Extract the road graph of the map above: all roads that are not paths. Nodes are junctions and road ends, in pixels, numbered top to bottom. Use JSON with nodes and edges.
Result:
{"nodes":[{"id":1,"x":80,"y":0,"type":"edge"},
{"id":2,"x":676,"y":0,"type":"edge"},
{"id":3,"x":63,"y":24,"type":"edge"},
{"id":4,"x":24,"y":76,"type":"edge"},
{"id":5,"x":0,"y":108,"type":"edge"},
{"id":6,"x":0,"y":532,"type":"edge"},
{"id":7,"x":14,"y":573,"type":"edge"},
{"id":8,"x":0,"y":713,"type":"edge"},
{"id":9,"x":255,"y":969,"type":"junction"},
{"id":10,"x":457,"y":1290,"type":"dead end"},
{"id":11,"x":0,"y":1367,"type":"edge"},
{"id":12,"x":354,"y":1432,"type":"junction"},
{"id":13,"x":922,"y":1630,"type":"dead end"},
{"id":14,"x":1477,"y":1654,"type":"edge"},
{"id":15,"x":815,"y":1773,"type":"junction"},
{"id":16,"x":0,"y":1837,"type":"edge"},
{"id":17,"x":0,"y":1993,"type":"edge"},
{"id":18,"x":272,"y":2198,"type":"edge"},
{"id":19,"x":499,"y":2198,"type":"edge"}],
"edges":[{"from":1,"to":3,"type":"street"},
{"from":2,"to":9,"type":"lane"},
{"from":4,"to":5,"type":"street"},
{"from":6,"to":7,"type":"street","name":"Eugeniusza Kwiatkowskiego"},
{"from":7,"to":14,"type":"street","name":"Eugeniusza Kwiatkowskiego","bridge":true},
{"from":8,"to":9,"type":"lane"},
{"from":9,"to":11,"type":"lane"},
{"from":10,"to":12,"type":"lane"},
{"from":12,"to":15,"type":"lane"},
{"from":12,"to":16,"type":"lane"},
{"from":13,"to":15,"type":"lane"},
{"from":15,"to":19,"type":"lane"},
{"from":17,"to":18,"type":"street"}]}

§ **THE PROBLEM**: Reproduce all the records, exactly and in full.

§ **TASK RESPONSE**:
Extract the road graph of the map above: all roads that are not paths. Nodes are junctions and road ends, in pixels, numbered top to bottom. Use JSON with nodes and edges.
Result:
{"nodes":[{"id":1,"x":80,"y":0,"type":"edge"},
{"id":2,"x":676,"y":0,"type":"edge"},
{"id":3,"x":63,"y":24,"type":"edge"},
{"id":4,"x":24,"y":76,"type":"edge"},
{"id":5,"x":0,"y":108,"type":"edge"},
{"id":6,"x":0,"y":532,"type":"edge"},
{"id":7,"x":14,"y":573,"type":"edge"},
{"id":8,"x":0,"y":713,"type":"edge"},
{"id":9,"x":255,"y":969,"type":"junction"},
{"id":10,"x":457,"y":1290,"type":"dead end"},
{"id":11,"x":0,"y":1367,"type":"edge"},
{"id":12,"x":354,"y":1432,"type":"junction"},
{"id":13,"x":922,"y":1630,"type":"dead end"},
{"id":14,"x":1477,"y":1654,"type":"edge"},
{"id":15,"x":815,"y":1773,"type":"junction"},
{"id":16,"x":0,"y":1837,"type":"edge"},
{"id":17,"x":0,"y":1993,"type":"edge"},
{"id":18,"x":272,"y":2198,"type":"edge"},
{"id":19,"x":499,"y":2198,"type":"edge"}],
"edges":[{"from":1,"to":3,"type":"street"},
{"from":2,"to":9,"type":"lane"},
{"from":4,"to":5,"type":"street"},
{"from":6,"to":7,"type":"street","name":"Eugeniusza Kwiatkowskiego"},
{"from":7,"to":14,"type":"street","name":"Eugeniusza Kwiatkowskiego","bridge":true},
{"from":8,"to":9,"type":"lane"},
{"from":9,"to":11,"type":"lane"},
{"from":10,"to":12,"type":"lane"},
{"from":12,"to":15,"type":"lane"},
{"from":12,"to":16,"type":"lane"},
{"from":13,"to":15,"type":"lane"},
{"from":15,"to":19,"type":"lane"},
{"from":17,"to":18,"type":"street"}]}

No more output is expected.